I am a proud postal worker. During this coronavirus pandemic my fellow frontline co-workers and I continue to go to work every day, even in these dangerous times, to serve the people who rely on us….
Thus far, Congress has provided $3 trillion in combined “stimulus” money, including $1 trillion in bailouts for private companies. Yet bipartisan congressional efforts to provide real financial relief to your public Postal Service were shamefully stopped by this administration and Treasury Secretary Steven Mnuchin.
I know the public greatly appreciates and supports the Postal Service. Please contact your congressional representatives and urge them to fight for the relief the public Postal Service needs to survive. Postal workers want to continue our mission of binding the country together and providing universal service at reasonable rates to every home and business.” Sherry Whitsett, Colorado Springs Area Local, in The Gazette (Colorado Springs, CO)
“Due to the pandemic, it is estimated that mail volume and revenue may drop by 50% or more in the coming months. The Postal Service has advised Congress it will run out of cash by the end of September unless Congress and the Trump Administration provide financial assistance to get it through the COVID-19 crisis…
Now, with the loss of mail volume and costs increasing, the Postal Service must have support from the next stimulus bill. The pandemic-induced loss of revenue facing the USPS is no less dramatic than for airlines and corporations. The Postal Service needs the same level of assistance provided to those entities.
The Postal Board of Governors, comprised of three Republicans and two Democrats, has unanimously called upon Congress for $89 billion in funding to stabilize a service that affects millions of American households and businesses.
Postal workers are in harm’s way on the front line of this pandemic, continuing to serve the American public. Postmaster General Megan Brennan said during an appeal for funding that postal workers “provide an essential public service and bind the nation together.” As of this writing, more than 1,200 postal workers have tested positive for coronavirus, thousands are quarantined and 44 have died…

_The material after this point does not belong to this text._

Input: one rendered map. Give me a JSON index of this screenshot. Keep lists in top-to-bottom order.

Action is urgently needed! Please contact your congressional representatives and urge them to support funding for the Postal Service in the next stimulus bill. Further material addressing this issue, including congressional contact information is available on the website usmailnotforsale.org.” Anthony Carobine, American Postal Workers Union National Postal Press Association President, in the Iron Mountain Daily News (MI)
“Postal services and post offices are particularly critical to rural areas, small towns, the elderly, military veterans and millions of small and medium-sized businesses. The USPS is also essential to the political and cultural life of America, delivering hundreds of millions of magazines and weekly newspapers each year, plus billions of business-related and personal communications. It routinely handles tens of millions of ballots delivered to voters who request absentee ballots or who live in states that conduct elections by mail.

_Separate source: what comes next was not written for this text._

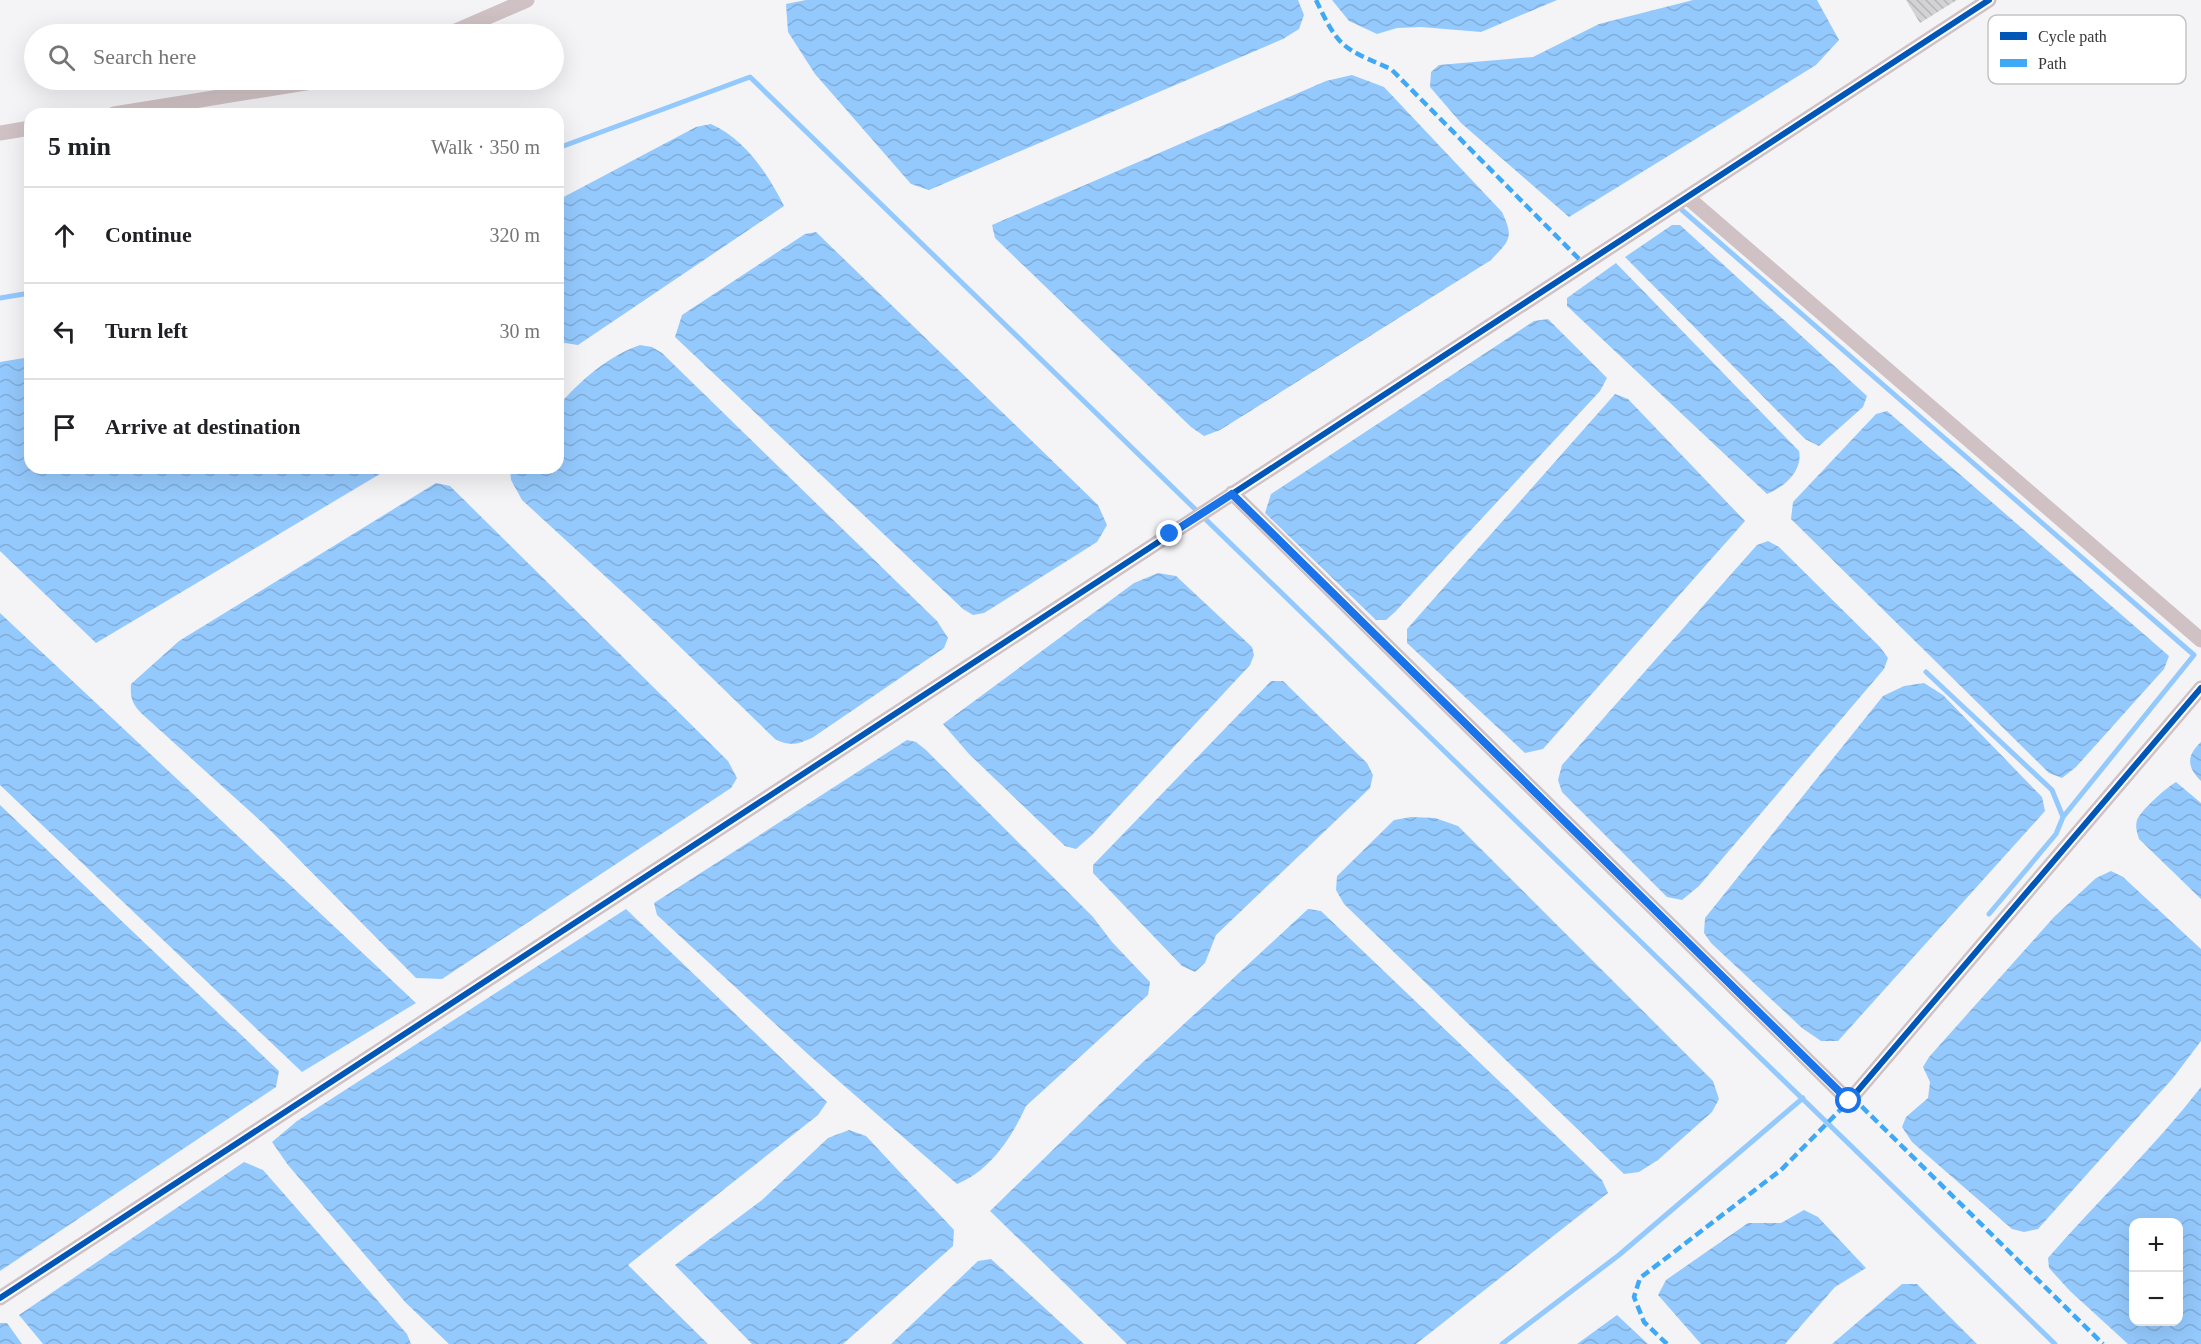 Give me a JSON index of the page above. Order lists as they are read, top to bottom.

The USPS also plays an important role in the health care system, handling 1.2 billion prescription drug shipments a year — nearly 4 million every day, six days a week… The universal reach of the postal network is invaluable to all Americans, but especially to those in rural, inner city and exurban areas that would not be served if not for the USPS.
The USPS, held in high regard by the public, is a national treasure providing a vital service for the past 245 years. All of us, Democrats, Republicans and Independents, must stand together and demand that Washington protect it.” Cathy Hanson, Minneapolis Area Local Editor, in the Minneapolis Star-
“Perhaps the members of Congress realize what the Pew Research Center has reported, the Postal Service is the most popular government agency. The USPS is the largest, most efficient postal service on the planet, handling 47% of the worlds mail, delivering more than 212 billion pieces of mail to 157 million addresses each year. The Postal Service maintains the largest retail network on Earth, larger than McDonald’s, Walmart and Starbucks combined. The USPS does all this without one cent of taxpayer money; they rely on the sales of stamps and other postal products to run the operation.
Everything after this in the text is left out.